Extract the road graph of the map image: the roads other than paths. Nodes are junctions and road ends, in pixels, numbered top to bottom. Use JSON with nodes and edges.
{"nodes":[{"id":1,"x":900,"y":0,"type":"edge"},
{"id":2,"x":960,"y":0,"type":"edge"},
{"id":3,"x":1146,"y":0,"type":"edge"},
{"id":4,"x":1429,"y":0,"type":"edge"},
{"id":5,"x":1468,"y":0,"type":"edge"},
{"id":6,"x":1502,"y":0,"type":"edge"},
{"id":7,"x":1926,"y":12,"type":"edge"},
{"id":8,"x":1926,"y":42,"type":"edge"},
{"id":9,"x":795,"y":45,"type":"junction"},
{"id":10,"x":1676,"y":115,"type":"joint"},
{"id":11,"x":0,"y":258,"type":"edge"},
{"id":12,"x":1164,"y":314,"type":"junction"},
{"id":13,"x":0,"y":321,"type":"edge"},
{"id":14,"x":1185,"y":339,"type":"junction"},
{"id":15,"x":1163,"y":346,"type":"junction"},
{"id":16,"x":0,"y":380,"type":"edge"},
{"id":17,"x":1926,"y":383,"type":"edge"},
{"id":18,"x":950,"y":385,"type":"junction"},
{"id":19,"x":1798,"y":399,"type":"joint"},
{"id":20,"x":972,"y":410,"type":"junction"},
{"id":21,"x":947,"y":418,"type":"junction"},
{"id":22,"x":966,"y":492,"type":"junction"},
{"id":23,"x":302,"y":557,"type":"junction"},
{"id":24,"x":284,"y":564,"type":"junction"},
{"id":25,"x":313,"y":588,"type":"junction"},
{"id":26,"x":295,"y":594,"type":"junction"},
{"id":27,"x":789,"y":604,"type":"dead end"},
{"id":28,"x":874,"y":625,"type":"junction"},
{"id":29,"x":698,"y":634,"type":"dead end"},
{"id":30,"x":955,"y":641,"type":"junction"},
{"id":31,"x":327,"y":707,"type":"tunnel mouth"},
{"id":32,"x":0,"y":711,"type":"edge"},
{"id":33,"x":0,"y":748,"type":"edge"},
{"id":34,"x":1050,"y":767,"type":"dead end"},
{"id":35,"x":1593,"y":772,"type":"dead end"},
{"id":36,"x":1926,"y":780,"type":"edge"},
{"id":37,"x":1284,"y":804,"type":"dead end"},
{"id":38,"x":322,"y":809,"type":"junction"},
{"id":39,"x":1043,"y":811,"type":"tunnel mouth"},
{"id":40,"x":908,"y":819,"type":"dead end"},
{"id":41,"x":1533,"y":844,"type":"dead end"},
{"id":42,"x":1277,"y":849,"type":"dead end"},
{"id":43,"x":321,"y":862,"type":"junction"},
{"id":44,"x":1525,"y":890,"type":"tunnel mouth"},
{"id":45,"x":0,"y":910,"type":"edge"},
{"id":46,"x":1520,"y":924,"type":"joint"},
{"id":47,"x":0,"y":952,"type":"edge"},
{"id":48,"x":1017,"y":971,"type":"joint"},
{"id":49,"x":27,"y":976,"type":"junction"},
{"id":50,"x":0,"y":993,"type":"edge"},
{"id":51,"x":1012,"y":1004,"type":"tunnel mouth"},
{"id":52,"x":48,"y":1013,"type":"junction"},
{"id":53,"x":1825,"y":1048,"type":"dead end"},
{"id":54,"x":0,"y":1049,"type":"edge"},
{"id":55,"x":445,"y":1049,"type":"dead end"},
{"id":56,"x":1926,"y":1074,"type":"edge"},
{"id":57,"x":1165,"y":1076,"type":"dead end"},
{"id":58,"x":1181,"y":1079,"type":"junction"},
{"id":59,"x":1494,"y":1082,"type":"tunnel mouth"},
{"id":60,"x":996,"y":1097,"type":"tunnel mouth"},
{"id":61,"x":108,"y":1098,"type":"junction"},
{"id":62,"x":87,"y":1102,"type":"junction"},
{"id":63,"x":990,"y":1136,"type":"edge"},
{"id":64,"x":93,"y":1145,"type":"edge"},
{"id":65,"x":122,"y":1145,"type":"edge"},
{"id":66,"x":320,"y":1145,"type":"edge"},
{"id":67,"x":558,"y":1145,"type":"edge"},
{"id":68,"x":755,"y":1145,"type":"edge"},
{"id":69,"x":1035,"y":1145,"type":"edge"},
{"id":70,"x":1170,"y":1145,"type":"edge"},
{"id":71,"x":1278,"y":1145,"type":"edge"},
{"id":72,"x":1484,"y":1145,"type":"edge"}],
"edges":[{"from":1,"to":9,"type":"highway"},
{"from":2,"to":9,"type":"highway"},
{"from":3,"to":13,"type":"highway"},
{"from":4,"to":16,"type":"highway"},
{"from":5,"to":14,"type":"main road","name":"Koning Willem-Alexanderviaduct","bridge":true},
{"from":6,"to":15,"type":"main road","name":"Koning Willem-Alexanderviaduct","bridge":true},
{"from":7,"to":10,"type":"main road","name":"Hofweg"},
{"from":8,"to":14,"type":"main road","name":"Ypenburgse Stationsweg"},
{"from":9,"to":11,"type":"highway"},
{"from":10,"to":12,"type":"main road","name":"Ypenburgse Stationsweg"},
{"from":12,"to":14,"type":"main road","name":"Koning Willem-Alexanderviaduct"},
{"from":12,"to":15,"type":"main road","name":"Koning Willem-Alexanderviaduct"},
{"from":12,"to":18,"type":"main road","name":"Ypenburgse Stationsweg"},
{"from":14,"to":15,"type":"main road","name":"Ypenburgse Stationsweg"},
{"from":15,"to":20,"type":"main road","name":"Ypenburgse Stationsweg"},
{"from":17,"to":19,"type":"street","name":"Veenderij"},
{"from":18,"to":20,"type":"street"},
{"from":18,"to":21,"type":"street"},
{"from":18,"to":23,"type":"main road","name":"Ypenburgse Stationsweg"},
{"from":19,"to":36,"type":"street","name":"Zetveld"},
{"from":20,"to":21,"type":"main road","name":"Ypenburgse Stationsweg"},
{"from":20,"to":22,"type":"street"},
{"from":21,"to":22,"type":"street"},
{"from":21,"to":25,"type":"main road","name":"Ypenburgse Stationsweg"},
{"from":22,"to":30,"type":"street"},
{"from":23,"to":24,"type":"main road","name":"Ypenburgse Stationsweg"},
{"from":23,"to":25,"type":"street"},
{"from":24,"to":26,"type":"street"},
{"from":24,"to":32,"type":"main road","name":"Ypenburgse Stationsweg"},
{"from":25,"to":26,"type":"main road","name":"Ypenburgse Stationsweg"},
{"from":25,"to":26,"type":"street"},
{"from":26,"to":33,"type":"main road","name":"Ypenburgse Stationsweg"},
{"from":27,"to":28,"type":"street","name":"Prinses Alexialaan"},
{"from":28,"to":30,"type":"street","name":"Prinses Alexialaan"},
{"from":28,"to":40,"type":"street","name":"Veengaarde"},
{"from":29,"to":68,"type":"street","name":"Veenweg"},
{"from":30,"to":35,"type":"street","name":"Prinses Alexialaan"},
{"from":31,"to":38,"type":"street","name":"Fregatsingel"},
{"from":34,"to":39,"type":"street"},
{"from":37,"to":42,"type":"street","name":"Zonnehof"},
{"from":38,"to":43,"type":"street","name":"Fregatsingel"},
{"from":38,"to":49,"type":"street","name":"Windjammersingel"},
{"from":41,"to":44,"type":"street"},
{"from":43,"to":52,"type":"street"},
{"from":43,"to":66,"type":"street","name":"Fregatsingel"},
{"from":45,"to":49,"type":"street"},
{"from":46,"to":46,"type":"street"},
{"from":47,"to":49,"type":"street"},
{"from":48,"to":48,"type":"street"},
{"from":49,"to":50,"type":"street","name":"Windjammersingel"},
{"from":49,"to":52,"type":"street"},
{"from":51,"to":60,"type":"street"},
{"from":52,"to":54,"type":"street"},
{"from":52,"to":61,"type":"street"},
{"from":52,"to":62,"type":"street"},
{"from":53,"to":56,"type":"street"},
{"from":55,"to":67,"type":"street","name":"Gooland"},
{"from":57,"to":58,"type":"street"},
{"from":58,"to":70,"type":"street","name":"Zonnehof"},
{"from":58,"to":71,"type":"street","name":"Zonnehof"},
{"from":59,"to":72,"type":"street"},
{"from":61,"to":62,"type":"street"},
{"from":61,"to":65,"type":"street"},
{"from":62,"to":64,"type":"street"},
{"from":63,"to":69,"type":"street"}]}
══════════
**REQUIRED ACTION**
Copy each line of the preceding material that contains "Prinses".

**TASK ANSWER**
{"from":27,"to":28,"type":"street","name":"Prinses Alexialaan"},
{"from":28,"to":30,"type":"street","name":"Prinses Alexialaan"},
{"from":30,"to":35,"type":"street","name":"Prinses Alexialaan"},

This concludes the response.